You might say that "nothing has happened" but I say something already has and is continuing to happen. Some people may argue that it is not technically cheating, but you are headed down a slippery slope.
Right now you might have a little crush on him and you like the way he makes you feel, but that's just a signal that you need to work on your marriage more. If you don't want someone to get hurt, stop this business NOW.
My husband's ex-wife got was in a similar situation when they were still married, only it was with a man much older than her in a senior position in the company they worked in. He would take her out to lunch and give her spending money. She would confide in him how unhappy she was in her marriage. DH suspected something was up but she always denied it and insisted that he was not someone she would ever be attracted to anyway. However, it was 6 months later that her and her hubby (now my hubby) were separated and a year after that, all of a sudden her relationship with this other man was "out in the open". She still maintains that she never cheated. Well, maybe, maybe not. Maybe nothing physical happened. But their behavior and actions were not exactly above board either.

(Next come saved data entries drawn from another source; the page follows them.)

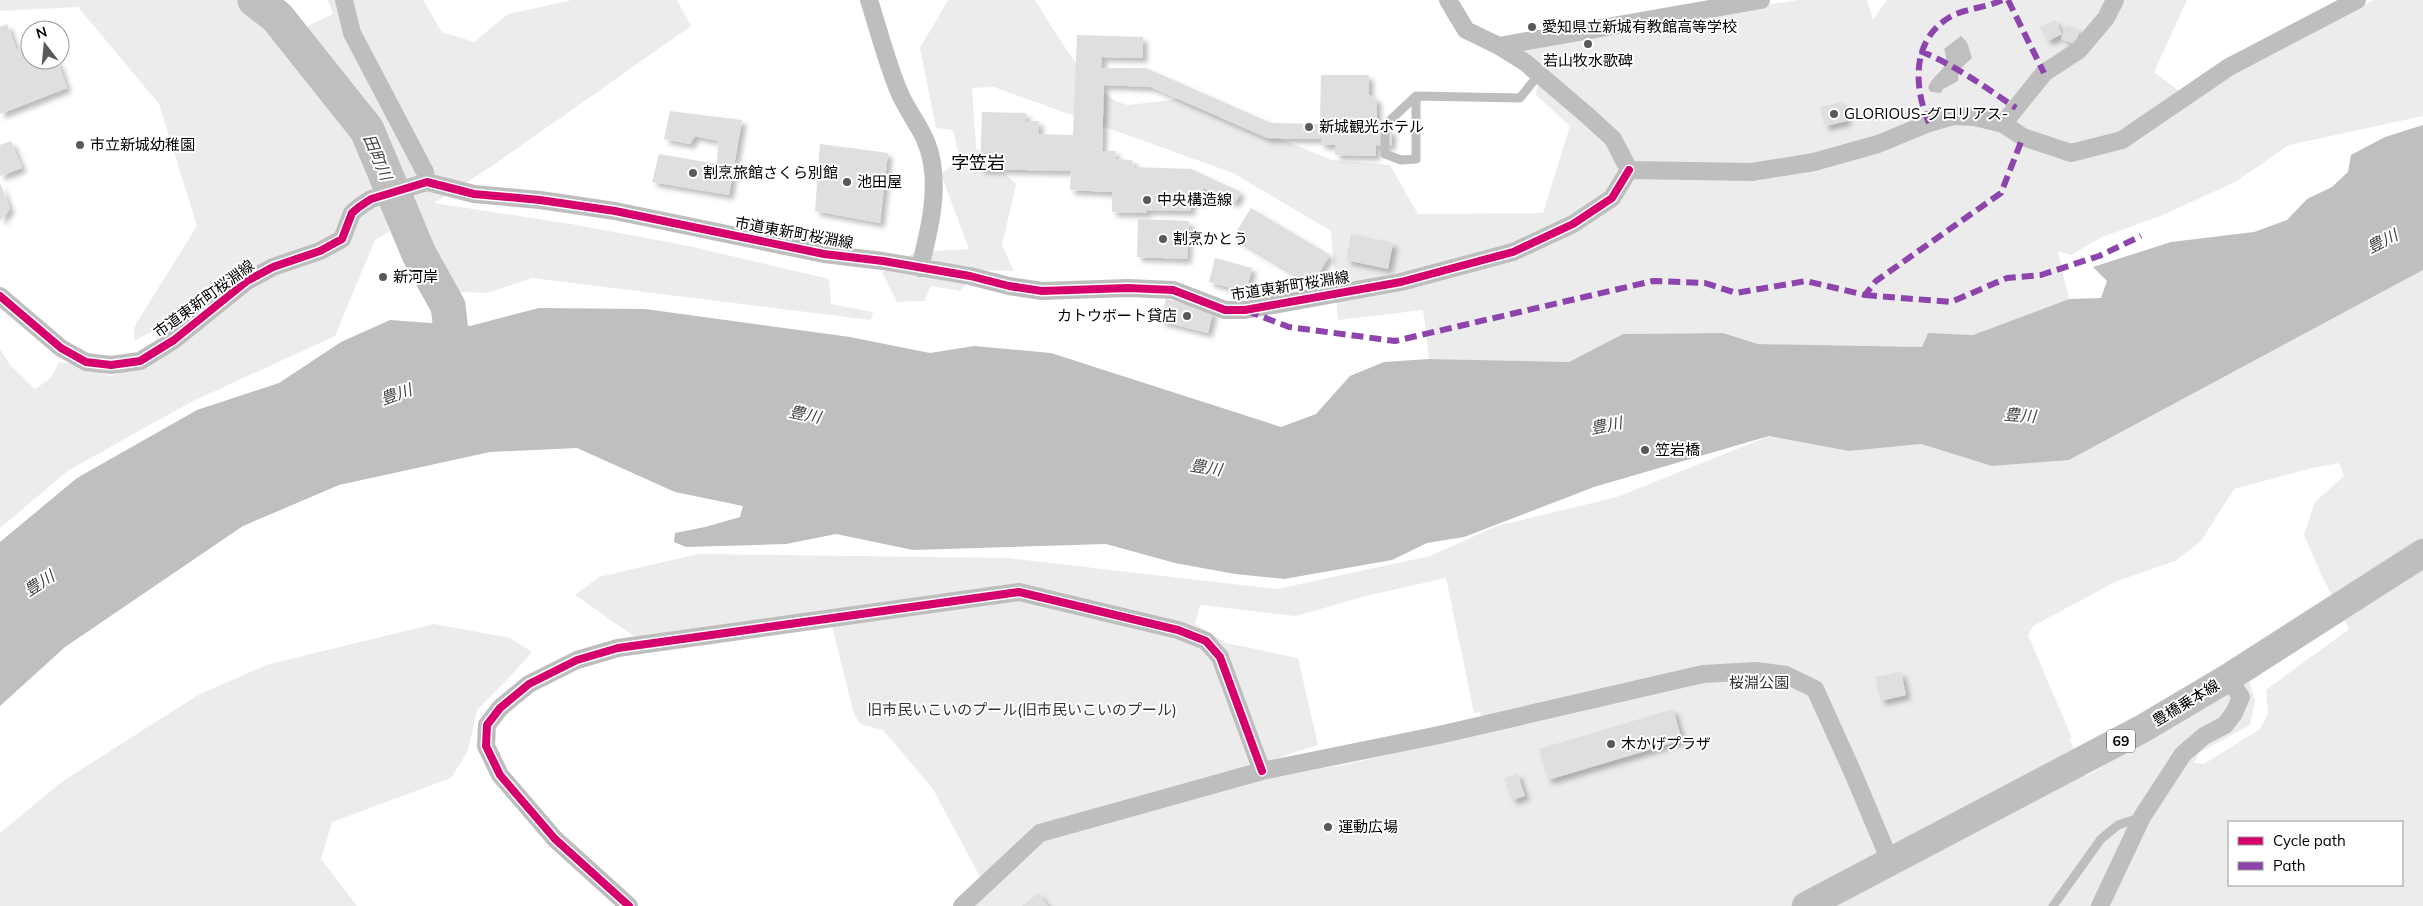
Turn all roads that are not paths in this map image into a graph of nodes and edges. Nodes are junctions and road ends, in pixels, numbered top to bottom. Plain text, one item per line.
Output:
1 (344, 0) edge
2 (869, 0) edge
3 (1448, 0) edge
4 (1761, 0) edge
5 (2115, 0) edge
6 (2357, 0) edge
7 (1499, 46) junction
8 (1539, 74) junction
9 (1416, 96) junction
10 (2003, 124) junction
11 (1629, 170) junction
12 (427, 182) junction
13 (920, 268) junction
14 (0, 296) edge
15 (2423, 553) edge
16 (2228, 678) junction
17 (1262, 770) junction
18 (2142, 817) junction
19 (1890, 862) junction
20 (629, 906) edge
21 (962, 906) edge
22 (1806, 906) edge
23 (2053, 906) edge
24 (2100, 906) edge

1 - 12 street
2 - 13 street
3 - 7 street
4 - 7 street
5 - 10 street
6 - 10 street
7 - 8 street
8 - 9 lane
8 - 11 street
9 - 9 lane
10 - 11 street
11 - 13 street, 市道東新町桜淵線
12 - 13 street, 市道東新町桜淵線
12 - 14 street, 市道東新町桜淵線
15 - 16 main road, 豊橋乗本線 / 69
16 - 18 street
16 - 19 main road, 豊橋乗本線 / 69
17 - 19 street
17 - 20 street
17 - 21 street
18 - 23 lane
18 - 24 street
19 - 22 main road, 豊橋乗本線 / 69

She was cheating emotionally, whether she realized it or not. If you are having marriage troubles and you are confiding in someone of the opposite sex about it, rather than talking to your spouse, that's a huge red flag in my book.

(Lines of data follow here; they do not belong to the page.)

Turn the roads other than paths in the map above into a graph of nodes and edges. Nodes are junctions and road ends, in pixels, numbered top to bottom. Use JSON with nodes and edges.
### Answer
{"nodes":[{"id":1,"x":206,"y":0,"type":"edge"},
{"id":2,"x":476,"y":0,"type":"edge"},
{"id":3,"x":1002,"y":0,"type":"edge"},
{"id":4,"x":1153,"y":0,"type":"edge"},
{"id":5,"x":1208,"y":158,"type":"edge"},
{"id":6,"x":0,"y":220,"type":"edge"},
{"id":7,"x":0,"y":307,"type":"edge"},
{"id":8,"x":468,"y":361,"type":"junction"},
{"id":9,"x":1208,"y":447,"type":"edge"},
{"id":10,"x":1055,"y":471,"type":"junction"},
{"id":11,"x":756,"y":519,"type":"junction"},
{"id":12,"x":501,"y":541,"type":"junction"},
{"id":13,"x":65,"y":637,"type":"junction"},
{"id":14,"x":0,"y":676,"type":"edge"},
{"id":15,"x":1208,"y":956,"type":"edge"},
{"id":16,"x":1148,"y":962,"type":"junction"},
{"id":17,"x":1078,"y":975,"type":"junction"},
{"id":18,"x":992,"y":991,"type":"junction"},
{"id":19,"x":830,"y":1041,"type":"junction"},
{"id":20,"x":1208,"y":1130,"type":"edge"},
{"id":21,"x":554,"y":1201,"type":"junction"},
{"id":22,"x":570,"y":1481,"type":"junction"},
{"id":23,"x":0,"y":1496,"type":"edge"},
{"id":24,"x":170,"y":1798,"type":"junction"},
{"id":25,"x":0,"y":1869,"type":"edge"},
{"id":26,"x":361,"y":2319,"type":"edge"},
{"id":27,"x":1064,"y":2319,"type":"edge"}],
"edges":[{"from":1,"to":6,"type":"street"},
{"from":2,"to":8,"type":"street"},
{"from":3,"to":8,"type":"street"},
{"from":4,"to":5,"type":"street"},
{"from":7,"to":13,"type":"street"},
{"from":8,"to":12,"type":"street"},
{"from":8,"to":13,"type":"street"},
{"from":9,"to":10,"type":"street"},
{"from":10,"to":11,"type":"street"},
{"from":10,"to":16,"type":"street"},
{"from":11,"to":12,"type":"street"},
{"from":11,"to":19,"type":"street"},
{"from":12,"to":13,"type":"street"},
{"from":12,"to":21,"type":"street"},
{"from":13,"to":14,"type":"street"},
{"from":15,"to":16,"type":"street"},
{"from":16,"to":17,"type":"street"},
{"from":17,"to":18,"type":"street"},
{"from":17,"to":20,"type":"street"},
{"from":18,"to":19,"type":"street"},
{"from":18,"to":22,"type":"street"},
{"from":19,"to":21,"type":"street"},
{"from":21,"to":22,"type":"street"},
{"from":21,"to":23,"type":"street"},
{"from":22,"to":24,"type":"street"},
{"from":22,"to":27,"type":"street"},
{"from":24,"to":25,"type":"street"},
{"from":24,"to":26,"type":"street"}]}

What would be the consequences at work if you got into a relationship with this man, married or not?
How would you feel if another woman behaved the way you are behaving toward your husband? Or if your husband was acting toward a woman he worked with the way this man is acting toward you? If you cheated on your husband, and you were the reason this man cheated on his wife, would you be able to live with yourself?

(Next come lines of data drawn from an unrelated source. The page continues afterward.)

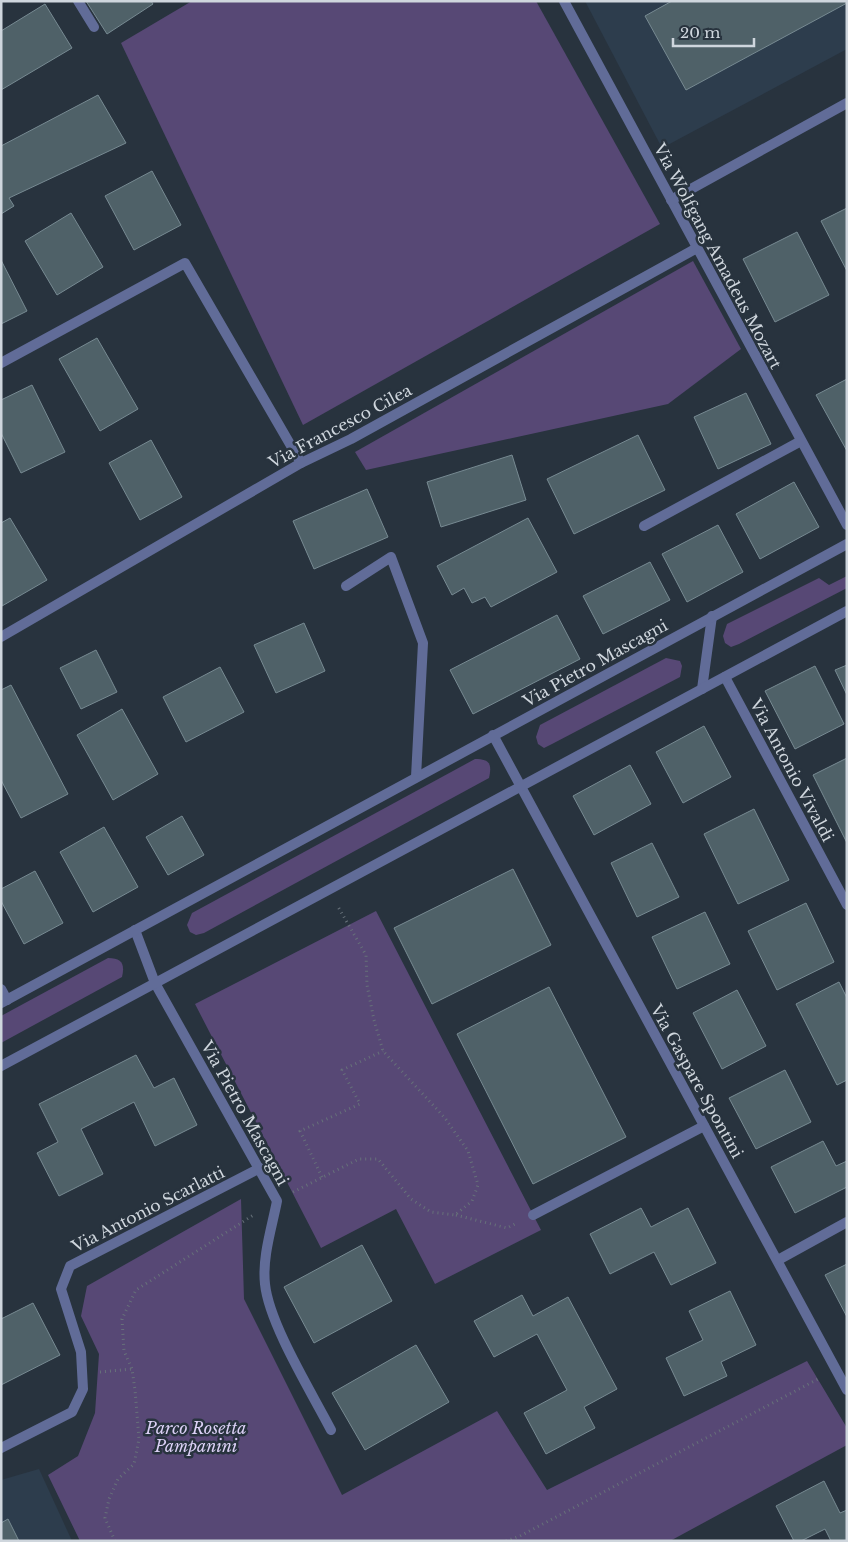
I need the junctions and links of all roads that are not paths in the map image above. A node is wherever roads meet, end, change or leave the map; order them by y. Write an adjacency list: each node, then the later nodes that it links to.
1 (78, 1): 3 (street)
2 (564, 1): 5 (street, Via Wolfgang Amadeus Mozart)
3 (94, 28)
4 (847, 103): 5 (street)
5 (671, 200): 6 (street, Via Wolfgang Amadeus Mozart)
6 (696, 248): 8 (street, Via Wolfgang Amadeus Mozart); 9 (street, Via Francesco Cilea)
7 (1, 364): 9 (street)
8 (801, 441): 10 (street, Via Wolfgang Amadeus Mozart); 11 (street)
9 (301, 463): 16 (street, Via Francesco Cilea)
10 (847, 525)
11 (644, 526)
12 (847, 544): 15 (street, Via Pietro Mascagni)
13 (346, 586): 20 (street)
14 (847, 611): 17 (street)
15 (712, 616): 18 (street); 19 (street, Via Pietro Mascagni)
16 (1, 637)
17 (725, 677): 18 (street); 22 (street, Via Antonio Vivaldi)
18 (702, 689): 21 (street)
19 (493, 736): 20 (street, Via Pietro Mascagni); 21 (street)
20 (416, 777): 23 (street, Via Pietro Mascagni)
21 (519, 788): 24 (street); 28 (street, Via Gaspare Spontini)
22 (847, 905)
23 (134, 930): 24 (street, Via Pietro Mascagni); 26 (street, Via Pietro Mascagni)
24 (156, 983): 27 (street); 29 (street, Via Pietro Mascagni)
25 (1, 989): 26 (street)
26 (4, 1001)
27 (1, 1066)
28 (704, 1126): 30 (street); 32 (street, Via Gaspare Spontini)
29 (260, 1168): 34 (street, Via Pietro Mascagni); 35 (street, Via Antonio Scarlatti)
30 (533, 1215)
31 (847, 1222): 32 (street)
32 (778, 1260): 33 (street, Via Gaspare Spontini)
33 (847, 1390)
34 (331, 1430)
35 (1, 1448)

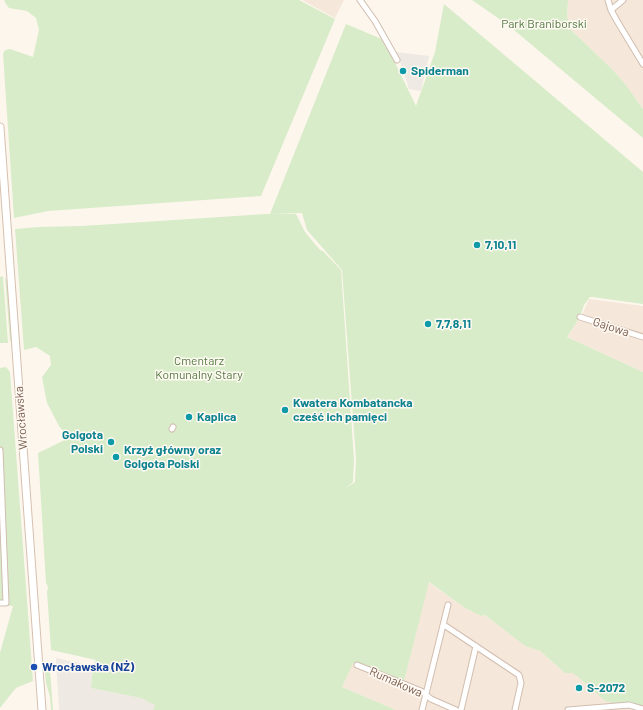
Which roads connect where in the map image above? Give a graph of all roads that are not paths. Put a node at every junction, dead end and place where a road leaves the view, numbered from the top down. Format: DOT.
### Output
graph roads {
  1 [pos="360,0"];
  2 [pos="608,0"];
  3 [pos="623,0"];
  4 [pos="611,10"];
  5 [pos="640,54"];
  6 [pos="397,60"];
  7 [pos="643,64"];
  8 [pos="0,127"];
  9 [pos="580,317"];
  10 [pos="643,337"];
  11 [pos="0,450"];
  12 [pos="0,475"];
  13 [pos="1,500"];
  14 [pos="1,526"];
  15 [pos="2,552"];
  16 [pos="3,577"];
  17 [pos="0,603"];
  18 [pos="448,605"];
  19 [pos="444,625"];
  20 [pos="476,646"];
  21 [pos="357,665"];
  22 [pos="426,695"];
  23 [pos="606,708"];
  24 [pos="643,709"];
  25 [pos="42,710"];
  26 [pos="422,710"];
  27 [pos="456,710"];
  28 [pos="461,710"];
  29 [pos="515,710"];
  30 [pos="568,710"];
  1 -- 6 [label="street"];
  2 -- 4 [label="street"];
  3 -- 4 [label="street"];
  4 -- 5 [label="street"];
  5 -- 7 [label="street"];
  8 -- 25 [label="main road, Wrocławska"];
  9 -- 10 [label="street, Gajowa"];
  11 -- 12 [label="street"];
  12 -- 13 [label="street"];
  13 -- 14 [label="street"];
  14 -- 15 [label="street"];
  15 -- 16 [label="street"];
  16 -- 17 [label="street"];
  18 -- 19 [label="street"];
  19 -- 20 [label="street"];
  19 -- 22 [label="street"];
  20 -- 28 [label="street"];
  20 -- 29 [label="street"];
  21 -- 22 [label="street, Rumakowa"];
  22 -- 26 [label="street"];
  22 -- 27 [label="street, Rumakowa"];
  23 -- 24 [label="street"];
  23 -- 30 [label="street"];
}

Do you really want to get involved with a man that would cheat on his wife?
Both you and your husband took vows to be faithful to each other, in both good times and bad. If you feel that things have deteriorated in your marriage to the point that it is not worth saving, then do the honorable thing, and get divorced before you start a relationship with someone else. Otherwise, you need to concentrate on your marriage and get whatever help is needed - counseling, etc.
You need to get your head out of Fantasyland and realize that the grass is not always greener on the other side.